In the recent drama surrounding Caster Semenya there are certain realities that prevail in life, concerning ethnic and gender bias. Semenya’s professional athlete record lies in the hands of people and tests that scrutinize her person and her being. Once must wonder what dimension of the game was missing in the happenings surroundings this young, dynamic and triumphant person. Could it be the dimension of one’s human rights was not in focus? Could it be the dimension of caution to protect a person, instead of bringing open rebuke and international destructive propaganda?
It is my hope to go about my work at Streetfootballworld being mindful of “the other dimension of the game.” It is my hope that every facet of my personal and professional life will be concerned with the social, development, justice and human rights dimension of life. May people all over our world be captured by the efforts, programs and causes that focus on “the other dimension of life”. The dimension that is easier left ignored and marginalized. A dimension that falls outside the framework of a globalization -profit making market economy!
The world of football/soccer has in some ways recognised the other dimension. May we live to see a day when politics and economics are engaged with the other dimension of their game! It is possible to go about our lives with a socially astute ethic that seeks to bring about a better world for all humanity!
Consider today your life and the people that are in your ethos, which dimensions of your everyday existence are not apparent to you. Do you see and understand the depth of complexity that your fellow colleague or neighbour exists in? Are you intentionally considering “the other dimension of the game” in the game of life that you play every day?
Wednesday, August 5, 2009
Alutta continua- the struggle continues!
I have been home in South Africa for two months as of the 6th of August, 2009. I am grateful that my family and I are home in the land of our beginnings. But while we celebrate our 15th year of democracy, and the transition of presidency from Mbeki to Motlanthe and now to President Jacob Zuma, I am critical and concerned about the substance of our democracy.
Now more than ever before our democracy is in need of a check up before we wreck up. People who have been left outside the realm of economic blessings are becoming increasingly agitated by the promises that democracy has not provided within the last 15 years. Just two weeks ago South Africans witnessed the voices of frustrated citizens as they took to the streets of Durban- Kwazulu Natal in protest, demanding government to step in with a monthly remuneration for families without income.
I have been in the presence of committed activists for social change, who cannot but shudder at the continual misgivings and shortcomings of a democracy that continues to serve the elite and economically enfranchised of South Africa.
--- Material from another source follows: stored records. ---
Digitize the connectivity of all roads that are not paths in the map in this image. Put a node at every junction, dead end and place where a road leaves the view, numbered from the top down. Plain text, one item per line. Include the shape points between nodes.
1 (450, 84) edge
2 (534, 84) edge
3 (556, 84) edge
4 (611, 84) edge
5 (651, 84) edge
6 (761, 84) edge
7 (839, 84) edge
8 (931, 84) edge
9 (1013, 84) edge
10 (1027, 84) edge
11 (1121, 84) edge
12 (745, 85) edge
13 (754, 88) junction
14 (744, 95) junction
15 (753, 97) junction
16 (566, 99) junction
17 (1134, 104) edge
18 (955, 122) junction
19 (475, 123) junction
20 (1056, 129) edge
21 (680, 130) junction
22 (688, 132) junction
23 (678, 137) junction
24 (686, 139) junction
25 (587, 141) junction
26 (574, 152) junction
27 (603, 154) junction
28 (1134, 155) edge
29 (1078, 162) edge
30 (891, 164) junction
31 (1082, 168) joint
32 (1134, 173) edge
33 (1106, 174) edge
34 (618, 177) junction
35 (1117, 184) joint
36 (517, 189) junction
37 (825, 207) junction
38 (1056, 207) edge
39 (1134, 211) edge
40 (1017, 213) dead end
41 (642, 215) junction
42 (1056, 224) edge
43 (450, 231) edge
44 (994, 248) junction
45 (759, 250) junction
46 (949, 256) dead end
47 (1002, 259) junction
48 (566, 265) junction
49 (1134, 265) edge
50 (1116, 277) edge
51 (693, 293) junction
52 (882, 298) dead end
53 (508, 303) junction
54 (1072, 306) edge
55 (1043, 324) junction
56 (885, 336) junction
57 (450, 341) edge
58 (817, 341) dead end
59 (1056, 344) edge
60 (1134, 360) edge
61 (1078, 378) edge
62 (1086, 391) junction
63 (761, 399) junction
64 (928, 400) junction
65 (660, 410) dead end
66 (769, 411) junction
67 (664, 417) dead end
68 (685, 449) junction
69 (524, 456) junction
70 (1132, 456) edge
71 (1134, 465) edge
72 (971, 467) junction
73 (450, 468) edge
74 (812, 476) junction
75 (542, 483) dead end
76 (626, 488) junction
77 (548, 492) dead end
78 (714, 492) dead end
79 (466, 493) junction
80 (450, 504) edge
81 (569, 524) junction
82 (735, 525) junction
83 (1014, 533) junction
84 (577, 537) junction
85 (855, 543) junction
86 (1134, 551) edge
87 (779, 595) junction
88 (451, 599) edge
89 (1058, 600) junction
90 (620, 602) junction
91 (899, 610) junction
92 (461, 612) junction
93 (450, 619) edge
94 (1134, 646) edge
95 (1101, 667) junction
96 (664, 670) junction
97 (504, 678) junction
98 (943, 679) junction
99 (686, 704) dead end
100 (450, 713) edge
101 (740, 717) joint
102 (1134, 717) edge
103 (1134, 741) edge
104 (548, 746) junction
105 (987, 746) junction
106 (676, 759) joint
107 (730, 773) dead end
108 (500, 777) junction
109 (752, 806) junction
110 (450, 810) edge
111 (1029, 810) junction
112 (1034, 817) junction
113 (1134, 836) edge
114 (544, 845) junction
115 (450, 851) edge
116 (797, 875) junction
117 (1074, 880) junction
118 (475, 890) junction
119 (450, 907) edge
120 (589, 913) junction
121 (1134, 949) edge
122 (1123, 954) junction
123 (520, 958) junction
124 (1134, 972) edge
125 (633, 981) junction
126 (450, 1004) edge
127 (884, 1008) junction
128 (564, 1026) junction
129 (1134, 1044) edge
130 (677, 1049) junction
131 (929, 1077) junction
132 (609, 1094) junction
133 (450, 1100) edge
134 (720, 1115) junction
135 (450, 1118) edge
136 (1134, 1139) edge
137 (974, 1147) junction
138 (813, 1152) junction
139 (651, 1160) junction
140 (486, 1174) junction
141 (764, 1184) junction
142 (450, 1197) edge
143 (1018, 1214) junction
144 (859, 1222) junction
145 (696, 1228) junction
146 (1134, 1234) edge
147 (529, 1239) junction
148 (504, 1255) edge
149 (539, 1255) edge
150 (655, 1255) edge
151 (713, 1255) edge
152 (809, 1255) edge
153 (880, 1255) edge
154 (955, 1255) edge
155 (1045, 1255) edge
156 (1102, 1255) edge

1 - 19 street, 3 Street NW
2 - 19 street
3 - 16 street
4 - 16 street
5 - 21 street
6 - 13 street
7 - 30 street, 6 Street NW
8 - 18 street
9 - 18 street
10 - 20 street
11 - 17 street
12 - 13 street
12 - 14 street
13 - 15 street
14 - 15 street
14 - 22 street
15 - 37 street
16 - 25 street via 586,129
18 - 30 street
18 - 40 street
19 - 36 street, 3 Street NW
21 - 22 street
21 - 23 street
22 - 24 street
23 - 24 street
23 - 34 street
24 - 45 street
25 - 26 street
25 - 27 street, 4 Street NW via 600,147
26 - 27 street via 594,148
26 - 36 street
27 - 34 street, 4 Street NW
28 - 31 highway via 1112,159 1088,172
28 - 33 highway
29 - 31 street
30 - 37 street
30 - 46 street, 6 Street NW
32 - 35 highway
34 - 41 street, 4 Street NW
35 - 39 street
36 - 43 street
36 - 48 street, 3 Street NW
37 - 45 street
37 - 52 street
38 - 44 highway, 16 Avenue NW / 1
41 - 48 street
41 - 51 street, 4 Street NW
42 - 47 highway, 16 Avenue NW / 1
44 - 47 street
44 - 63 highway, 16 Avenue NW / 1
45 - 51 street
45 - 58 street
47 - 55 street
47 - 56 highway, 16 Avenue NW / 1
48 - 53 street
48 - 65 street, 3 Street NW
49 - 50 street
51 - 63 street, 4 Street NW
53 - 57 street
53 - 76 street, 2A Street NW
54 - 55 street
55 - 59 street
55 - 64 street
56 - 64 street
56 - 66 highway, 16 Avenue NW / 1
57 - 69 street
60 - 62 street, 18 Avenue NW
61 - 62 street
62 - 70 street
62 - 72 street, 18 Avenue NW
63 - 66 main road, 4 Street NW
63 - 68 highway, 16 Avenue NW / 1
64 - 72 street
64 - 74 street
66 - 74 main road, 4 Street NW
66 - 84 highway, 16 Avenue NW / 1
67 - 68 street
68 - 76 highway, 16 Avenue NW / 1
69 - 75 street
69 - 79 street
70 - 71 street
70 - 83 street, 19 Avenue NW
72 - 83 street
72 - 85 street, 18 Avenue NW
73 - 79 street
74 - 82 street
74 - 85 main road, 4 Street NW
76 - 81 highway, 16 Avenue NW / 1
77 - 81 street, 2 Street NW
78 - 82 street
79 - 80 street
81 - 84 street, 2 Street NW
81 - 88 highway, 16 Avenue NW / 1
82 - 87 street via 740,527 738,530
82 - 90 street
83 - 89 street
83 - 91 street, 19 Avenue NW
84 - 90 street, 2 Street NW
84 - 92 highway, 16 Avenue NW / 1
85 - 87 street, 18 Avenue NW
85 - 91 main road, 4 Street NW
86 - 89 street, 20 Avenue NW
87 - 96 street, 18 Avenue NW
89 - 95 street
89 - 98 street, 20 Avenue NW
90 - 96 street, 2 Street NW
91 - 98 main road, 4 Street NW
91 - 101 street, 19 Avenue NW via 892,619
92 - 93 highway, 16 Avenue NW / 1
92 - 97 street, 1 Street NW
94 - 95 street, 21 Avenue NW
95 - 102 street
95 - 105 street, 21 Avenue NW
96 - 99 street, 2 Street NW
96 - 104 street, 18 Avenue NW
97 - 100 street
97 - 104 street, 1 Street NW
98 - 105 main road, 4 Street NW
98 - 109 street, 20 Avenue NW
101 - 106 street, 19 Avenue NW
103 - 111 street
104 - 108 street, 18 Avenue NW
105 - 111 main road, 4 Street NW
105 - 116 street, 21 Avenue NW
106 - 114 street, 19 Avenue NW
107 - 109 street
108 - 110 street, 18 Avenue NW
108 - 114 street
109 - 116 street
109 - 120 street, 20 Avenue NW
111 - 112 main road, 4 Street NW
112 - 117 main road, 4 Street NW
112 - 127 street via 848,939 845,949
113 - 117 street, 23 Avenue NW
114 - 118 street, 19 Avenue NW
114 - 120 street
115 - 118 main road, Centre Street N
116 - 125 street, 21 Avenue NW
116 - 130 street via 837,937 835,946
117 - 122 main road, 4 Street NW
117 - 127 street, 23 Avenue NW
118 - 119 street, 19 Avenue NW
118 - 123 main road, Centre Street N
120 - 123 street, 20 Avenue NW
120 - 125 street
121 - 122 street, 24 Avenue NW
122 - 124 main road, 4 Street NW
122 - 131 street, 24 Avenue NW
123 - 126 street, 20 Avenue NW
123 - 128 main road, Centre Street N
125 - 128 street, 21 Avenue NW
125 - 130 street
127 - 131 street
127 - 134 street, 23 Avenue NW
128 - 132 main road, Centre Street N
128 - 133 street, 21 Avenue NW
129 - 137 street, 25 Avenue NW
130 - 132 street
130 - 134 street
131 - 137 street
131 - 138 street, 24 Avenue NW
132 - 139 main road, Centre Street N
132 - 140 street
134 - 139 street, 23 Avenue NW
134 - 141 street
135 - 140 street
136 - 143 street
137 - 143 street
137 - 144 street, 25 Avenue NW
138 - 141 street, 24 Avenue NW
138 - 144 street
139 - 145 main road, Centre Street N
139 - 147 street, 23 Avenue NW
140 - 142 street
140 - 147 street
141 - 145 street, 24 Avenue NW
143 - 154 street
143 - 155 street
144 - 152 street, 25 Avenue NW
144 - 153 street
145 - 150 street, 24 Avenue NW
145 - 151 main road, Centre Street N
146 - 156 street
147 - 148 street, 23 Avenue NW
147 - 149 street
Who will answer the cries of help of the poor and marginalized? Who will come to the aid of people who are fighting to survive the strain of chronic ailments without moneys to purchase life line medical supply and assistance!
It is my hope that people of faith will come to the forefront and take a stand of active solidarity. Fore ideological solidarity is just a scapegoat and not good enough, when people are living in desperate times. It is my hope that people, who profess faith in Jesus Christ, will revisit Holy Scriptures and rediscover Jesus’ concern for the sick, the marginalized, the wounded, and demised. It is my hope that Christians who see the injustices of profit making schemes and capitalistic escapades in their every day working environments, will speak out and provide an alternative option. Jobs need not be cut when top bracket earners can take a slight cut in their salaries. People need not go hungry when restaurant meals have left over going to waste.
The struggle continues in South Africa, it is a struggle that is connected to our past, but it is equally a struggle of our present, and if ethics and economic policies refuse to budge, it will be a struggle that we carry into our future.